Sunday, February 23, 2014

Magnet Magic

At a sleepover at Glenice's this weekend, I got to be the first to try a magnetic pulser a friend had loaned to her. It's supposed to be great for inflammation. Set the wand over the boo boo, switch it on, and wait 20 minutes. I've tried alternative treatments before, and I'm a natural skeptic. At best, I've seen only very slight benefits.

This time was different. I nailed my shin on a metal panel two weeks ago, and it raised a painful lump that would sometimes wake me up at night. Glenice felt it before I laid the wand on it, and she was as amazed as I was when I found afterward that the lump was about 90 percent diminished, and the pain was completely gone!

Rosie tried it next on her head because she had a headache, one that's plagued her for a month. Even before the 20 minutes were over, she announced that her headache was gone! She was so happy!

I tried it a second time, this turn on my left hip. I've been going to PT for almost a year because of back and hip pain resulting from a car accident in November 2012. I was so surprised that it worked again! The pain was reduced by about 75 percent. That all happened on Friday. It's Sunday morning, and I still feel good. This is the best I've felt physically in over a year.

Now I want one. They're about $400, but when I consider what it'd save in medical expenses, it'd pay for itself multiplied times over with just a few treatments. Just added it to my wish list!

Wednesday, February 19, 2014

I'm not so sure I like this idea very much.


Kev broke the news to me that Ron Kinley passed away during the night. His children posted the announcement on Facebook, and there were miles of condolences. What a great man. He was a Pillar, a man whose devotion to God and His Kingdom was every bit as great as that of the Bible ancients.

Ron and Kay were tremendous godly influences in our lives. We housesat for them shortly after we were married and were treated to a beautiful old South Hill home very close to an acres-wide park. Kay left for Boston to stay with their oldest daughter who'd just had a baby. Self-employed, Ron would make long weekends to fly there to be together. One evening toward the close of our sitting job, Ron came home and asked what smelled so good. He joined us in the kitchen where I showed him the Filipino dish I'd made for supper. He'd already eaten, and in his typical dry humor, said, "It's great that you showed me you can cook just when you're leaving."

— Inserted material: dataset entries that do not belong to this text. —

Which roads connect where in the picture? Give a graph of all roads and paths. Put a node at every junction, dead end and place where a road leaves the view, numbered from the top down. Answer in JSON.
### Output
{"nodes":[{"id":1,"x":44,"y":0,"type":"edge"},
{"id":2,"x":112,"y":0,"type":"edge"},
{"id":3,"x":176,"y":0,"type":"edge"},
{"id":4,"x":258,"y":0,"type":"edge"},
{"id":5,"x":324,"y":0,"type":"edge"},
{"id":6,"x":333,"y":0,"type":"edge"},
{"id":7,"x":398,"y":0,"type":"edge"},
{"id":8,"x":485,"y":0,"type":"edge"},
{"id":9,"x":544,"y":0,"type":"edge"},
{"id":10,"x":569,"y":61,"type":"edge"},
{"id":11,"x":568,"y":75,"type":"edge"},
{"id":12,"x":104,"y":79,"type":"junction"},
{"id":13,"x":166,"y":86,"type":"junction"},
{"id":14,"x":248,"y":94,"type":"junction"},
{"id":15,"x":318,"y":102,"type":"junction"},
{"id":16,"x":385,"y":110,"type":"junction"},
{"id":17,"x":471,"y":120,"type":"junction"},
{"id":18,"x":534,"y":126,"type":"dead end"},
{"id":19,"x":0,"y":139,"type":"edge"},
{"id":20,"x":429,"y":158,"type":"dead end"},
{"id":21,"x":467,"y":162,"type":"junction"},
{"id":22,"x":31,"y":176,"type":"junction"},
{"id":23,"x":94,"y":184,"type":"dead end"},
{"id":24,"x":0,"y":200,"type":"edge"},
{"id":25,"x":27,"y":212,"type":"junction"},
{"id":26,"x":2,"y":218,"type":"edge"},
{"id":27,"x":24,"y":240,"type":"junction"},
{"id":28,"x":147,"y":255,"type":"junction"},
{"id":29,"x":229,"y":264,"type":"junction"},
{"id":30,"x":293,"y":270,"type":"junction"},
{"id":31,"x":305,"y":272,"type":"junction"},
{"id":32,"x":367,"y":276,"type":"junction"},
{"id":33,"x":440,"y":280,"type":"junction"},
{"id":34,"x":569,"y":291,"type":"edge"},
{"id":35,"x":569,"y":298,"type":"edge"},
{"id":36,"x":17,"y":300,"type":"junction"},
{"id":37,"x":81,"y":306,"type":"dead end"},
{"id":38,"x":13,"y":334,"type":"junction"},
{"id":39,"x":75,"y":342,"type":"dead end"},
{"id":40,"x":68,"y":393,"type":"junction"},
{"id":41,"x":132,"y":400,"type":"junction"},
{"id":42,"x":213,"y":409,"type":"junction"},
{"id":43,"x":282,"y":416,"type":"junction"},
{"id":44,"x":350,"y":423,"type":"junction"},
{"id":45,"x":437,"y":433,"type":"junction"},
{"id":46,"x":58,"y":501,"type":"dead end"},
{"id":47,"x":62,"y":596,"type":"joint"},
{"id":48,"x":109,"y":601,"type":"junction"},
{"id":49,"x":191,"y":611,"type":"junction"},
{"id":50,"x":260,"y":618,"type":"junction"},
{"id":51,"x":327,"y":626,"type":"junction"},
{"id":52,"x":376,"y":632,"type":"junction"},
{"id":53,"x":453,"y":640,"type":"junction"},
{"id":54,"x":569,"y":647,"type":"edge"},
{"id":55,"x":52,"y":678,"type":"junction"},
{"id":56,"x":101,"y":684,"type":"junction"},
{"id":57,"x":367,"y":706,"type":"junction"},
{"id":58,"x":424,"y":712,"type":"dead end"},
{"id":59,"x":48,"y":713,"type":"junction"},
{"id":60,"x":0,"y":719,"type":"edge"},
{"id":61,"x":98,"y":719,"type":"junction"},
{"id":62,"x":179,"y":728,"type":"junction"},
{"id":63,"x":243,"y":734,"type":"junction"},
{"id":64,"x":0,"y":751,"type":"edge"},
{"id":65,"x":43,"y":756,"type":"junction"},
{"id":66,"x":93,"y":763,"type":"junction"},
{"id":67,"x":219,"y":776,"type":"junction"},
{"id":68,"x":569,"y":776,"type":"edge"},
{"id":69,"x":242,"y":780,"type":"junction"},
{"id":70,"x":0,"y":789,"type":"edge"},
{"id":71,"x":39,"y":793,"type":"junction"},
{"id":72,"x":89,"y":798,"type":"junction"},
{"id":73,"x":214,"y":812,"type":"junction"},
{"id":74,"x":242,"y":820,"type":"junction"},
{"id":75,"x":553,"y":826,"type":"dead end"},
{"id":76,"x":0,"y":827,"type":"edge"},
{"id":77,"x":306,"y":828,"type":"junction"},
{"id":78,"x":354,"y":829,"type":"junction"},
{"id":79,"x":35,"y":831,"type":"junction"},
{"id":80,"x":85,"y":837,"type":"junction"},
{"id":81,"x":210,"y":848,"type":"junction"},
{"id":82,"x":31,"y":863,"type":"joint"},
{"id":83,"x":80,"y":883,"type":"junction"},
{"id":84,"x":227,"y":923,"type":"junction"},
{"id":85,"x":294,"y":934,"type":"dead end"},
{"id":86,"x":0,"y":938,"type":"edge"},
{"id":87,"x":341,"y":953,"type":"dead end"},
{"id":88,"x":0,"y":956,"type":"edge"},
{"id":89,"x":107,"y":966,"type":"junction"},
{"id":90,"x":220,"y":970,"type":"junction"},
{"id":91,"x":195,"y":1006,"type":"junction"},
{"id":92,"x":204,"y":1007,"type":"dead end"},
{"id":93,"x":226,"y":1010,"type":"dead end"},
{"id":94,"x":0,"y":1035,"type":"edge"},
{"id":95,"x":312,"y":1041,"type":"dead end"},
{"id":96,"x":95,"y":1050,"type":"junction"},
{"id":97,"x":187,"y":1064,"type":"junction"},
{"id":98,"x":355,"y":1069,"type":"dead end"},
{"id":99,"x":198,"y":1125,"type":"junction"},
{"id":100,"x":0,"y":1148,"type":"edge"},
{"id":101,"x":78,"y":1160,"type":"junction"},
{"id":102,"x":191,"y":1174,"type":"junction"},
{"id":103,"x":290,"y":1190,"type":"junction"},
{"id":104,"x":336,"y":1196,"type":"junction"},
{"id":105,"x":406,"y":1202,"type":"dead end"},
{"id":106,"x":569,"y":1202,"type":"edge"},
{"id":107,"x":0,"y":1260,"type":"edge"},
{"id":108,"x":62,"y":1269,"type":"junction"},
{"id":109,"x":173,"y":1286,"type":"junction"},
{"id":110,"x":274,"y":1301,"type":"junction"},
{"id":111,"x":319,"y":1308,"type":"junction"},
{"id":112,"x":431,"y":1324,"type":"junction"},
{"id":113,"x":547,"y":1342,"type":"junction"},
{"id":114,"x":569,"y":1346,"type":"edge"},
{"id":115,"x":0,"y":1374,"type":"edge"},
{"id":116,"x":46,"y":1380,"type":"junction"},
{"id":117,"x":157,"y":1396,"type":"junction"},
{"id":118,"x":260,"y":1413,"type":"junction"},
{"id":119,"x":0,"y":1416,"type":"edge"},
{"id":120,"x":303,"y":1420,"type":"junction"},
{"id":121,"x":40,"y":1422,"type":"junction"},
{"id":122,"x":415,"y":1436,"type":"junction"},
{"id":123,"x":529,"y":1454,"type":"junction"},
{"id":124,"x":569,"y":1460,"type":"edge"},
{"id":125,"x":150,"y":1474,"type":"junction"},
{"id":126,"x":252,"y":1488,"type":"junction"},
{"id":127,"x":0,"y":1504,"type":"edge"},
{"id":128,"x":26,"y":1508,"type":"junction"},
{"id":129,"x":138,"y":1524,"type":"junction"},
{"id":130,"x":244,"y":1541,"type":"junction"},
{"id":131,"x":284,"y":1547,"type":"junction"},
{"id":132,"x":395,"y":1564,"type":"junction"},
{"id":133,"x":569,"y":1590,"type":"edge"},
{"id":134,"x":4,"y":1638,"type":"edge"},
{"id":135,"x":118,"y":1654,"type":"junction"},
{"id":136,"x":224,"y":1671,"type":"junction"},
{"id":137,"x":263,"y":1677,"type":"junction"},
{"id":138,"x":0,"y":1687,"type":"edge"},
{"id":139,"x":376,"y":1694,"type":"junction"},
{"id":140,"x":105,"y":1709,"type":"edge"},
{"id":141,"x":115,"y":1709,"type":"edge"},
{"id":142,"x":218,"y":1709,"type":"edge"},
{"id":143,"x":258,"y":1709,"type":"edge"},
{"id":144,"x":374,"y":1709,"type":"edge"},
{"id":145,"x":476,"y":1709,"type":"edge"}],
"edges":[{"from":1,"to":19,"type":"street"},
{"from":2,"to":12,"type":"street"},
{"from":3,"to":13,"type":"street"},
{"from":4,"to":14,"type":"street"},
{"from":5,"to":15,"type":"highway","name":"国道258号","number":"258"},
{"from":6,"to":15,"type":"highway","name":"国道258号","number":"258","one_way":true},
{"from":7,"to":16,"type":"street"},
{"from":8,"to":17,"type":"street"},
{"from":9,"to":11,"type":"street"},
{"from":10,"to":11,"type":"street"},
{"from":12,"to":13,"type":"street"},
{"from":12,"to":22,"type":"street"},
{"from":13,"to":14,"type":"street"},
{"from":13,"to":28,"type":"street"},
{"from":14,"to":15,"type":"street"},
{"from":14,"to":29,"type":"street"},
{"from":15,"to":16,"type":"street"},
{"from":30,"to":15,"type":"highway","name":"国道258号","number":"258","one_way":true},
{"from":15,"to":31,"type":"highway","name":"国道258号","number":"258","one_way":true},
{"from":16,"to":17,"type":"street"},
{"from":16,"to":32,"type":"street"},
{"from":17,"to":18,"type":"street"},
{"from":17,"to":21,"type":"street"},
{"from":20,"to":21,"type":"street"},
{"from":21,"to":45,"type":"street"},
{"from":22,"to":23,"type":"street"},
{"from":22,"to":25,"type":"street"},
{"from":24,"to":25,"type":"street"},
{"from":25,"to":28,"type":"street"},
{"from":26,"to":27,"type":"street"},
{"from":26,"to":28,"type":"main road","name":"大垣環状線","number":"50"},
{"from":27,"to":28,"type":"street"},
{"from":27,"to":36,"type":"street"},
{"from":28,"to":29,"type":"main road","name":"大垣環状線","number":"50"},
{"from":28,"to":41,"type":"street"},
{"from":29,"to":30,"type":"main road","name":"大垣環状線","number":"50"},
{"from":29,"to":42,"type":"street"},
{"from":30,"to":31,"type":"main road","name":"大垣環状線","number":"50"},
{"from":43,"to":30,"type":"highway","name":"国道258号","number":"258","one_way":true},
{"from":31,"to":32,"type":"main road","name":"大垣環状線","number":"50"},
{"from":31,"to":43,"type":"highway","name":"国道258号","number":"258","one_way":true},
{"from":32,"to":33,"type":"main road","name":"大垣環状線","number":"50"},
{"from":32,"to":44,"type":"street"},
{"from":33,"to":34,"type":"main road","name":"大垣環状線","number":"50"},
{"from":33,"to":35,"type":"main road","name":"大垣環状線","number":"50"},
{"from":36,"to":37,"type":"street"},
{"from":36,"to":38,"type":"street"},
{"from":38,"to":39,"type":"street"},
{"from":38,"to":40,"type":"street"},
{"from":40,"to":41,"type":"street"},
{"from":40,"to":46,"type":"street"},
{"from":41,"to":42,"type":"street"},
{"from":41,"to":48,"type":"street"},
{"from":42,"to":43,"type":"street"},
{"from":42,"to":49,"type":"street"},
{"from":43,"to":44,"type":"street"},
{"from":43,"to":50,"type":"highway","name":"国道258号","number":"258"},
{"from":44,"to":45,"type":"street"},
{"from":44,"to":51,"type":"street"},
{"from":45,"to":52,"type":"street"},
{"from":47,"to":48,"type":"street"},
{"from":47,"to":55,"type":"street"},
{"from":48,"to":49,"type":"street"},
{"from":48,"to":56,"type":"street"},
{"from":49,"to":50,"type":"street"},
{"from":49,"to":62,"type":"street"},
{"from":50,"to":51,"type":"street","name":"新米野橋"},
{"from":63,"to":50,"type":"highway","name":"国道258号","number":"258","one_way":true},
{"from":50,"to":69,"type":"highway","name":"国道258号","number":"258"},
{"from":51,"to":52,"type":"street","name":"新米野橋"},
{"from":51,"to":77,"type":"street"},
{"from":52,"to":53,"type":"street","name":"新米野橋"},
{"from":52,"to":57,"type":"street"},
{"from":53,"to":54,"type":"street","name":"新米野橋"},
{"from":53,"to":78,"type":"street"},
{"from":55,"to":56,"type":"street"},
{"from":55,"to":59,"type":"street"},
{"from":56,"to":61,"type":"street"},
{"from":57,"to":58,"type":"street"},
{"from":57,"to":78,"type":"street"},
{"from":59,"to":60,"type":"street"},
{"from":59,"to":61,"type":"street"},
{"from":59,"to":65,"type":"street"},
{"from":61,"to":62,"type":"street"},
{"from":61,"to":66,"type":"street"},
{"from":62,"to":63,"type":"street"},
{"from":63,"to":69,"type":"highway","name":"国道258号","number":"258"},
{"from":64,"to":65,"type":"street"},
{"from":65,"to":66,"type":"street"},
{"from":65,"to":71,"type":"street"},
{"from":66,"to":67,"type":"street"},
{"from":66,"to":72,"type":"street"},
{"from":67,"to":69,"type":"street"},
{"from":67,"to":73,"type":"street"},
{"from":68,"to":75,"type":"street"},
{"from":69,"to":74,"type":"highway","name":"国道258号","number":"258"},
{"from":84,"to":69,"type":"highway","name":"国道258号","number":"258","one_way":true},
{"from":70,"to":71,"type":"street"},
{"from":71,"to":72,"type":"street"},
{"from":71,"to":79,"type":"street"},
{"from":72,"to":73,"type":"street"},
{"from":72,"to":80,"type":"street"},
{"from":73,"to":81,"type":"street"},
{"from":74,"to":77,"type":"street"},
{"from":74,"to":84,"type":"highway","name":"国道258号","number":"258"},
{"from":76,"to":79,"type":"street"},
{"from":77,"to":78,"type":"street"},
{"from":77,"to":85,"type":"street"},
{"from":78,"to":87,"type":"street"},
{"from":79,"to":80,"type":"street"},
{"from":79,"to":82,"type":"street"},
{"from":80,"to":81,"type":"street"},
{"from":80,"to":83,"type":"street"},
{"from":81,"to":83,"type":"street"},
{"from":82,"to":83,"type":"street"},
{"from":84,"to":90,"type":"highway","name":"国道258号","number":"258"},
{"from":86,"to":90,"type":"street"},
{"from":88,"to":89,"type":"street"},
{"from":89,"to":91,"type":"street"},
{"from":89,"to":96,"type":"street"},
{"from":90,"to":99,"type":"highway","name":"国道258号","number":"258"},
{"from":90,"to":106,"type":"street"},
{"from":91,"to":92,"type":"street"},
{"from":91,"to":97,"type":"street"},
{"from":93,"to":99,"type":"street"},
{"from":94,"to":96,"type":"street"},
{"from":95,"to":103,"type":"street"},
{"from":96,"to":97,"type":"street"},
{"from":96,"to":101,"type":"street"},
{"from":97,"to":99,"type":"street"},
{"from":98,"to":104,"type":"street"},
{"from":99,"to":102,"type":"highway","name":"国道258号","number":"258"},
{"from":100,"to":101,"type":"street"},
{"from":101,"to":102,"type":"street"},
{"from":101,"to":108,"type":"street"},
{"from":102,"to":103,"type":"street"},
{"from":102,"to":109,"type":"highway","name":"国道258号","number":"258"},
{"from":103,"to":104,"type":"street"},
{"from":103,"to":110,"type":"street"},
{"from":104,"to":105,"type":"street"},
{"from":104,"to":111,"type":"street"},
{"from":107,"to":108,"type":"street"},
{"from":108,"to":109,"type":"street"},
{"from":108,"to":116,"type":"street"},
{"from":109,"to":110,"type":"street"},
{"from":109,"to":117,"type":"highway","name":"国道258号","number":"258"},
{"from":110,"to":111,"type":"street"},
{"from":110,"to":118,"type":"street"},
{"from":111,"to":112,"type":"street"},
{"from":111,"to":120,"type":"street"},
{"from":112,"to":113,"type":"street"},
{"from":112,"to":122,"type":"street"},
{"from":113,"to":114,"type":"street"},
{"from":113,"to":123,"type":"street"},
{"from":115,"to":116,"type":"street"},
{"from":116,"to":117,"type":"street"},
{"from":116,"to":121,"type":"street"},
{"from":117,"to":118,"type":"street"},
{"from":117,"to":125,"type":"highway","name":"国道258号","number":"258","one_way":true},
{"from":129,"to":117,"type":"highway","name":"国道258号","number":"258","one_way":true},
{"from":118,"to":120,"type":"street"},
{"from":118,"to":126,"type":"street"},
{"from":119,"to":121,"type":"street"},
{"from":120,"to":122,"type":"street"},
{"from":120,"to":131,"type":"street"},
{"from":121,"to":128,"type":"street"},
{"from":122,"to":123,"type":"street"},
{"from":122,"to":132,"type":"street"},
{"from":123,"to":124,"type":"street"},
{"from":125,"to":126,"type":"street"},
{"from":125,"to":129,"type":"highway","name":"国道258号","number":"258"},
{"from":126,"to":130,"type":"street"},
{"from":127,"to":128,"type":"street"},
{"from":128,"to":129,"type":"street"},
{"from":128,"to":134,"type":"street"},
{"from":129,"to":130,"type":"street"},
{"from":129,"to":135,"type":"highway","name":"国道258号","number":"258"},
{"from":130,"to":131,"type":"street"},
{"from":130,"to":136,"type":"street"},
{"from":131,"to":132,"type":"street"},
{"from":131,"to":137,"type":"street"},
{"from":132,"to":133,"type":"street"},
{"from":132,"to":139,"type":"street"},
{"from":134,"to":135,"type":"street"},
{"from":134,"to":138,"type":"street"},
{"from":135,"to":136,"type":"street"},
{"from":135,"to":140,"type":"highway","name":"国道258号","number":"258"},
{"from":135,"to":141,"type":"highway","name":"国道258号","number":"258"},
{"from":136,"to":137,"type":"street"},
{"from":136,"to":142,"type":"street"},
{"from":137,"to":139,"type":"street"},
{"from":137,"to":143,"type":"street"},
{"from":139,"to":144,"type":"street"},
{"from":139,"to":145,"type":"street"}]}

They were spiritual parents to so many, involving themselves in the youth, college, and young married groups at church, and we were grateful members of the latter. Kay arrived home the day before we were to leave. Our room was on the second floor near theirs, and when we heard their continued murmured conversation, we got up and walked to their doorway.

We ended up discussing spiritual warfare and freeing people of demonic possession. I was 21 and didn't come from a background where those things were talked about, much less acted on. I marveled as I listened in wonder to stories about the victories they'd participated in as one soul after another was freed from the torturous, hideous bondage of the demon world. I could not wrap my mind around their boldness and courage to be involved in such dreadful battle. Finally, I asked, "Why aren't you afraid when you're doing something like that?" As if they'd answered that question a hundred times, Kay replied immediately and matter-of-factly, "Because we know that He who is in us is greater than he who is in the world," and Ron finished, "Greater and more powerful than anything or anyone at any time ever." I will never forget that declaration and the unflinching, undivided belief with which they made it. It was a life foundation for them that went soul deep, rooted in who they knew their God to be--THE Lord, THE King, THE Almighty.

Ron was intelligent, wise, kind, generous, and talented. He always made me laugh. It was fitting for him to take a role in the church play one year as Ananias, the guy God sends to heal Saul, ultimate terminator of Christians. It was a musical, and in response to God's directive, sings this line, "I-I'm not so sure I like this idea very much!" He sang it in such a boisterous-meets-W-C-Fields kind of way, and it was hilarious. To this day, that line pops up in my head when I have to do something I'd rather not.

I would rather not have to say goodbye to such a great, godly man. Death stinks, and I don't like the idea of it very much. But I know it is defeated, and I trust God's wisdom and plan as I thank Him for the gift of having had this wonderful saint in our lives.

Kev and I hold Ron and Kay in highest esteem, and we will never forget their impact, model, and standard. That stellar degree of integrity, both personal and professional, is a rare and precious treasure in this world. He leaves behind a remarkable legacy, a testimony to what God can do with a heart fully humble, trusting, and yielded. We breathe prayers over Kay and her family as we toast Ron, a man after God's own heart, feasting now in the Presence of purest Love and Life. Shalom.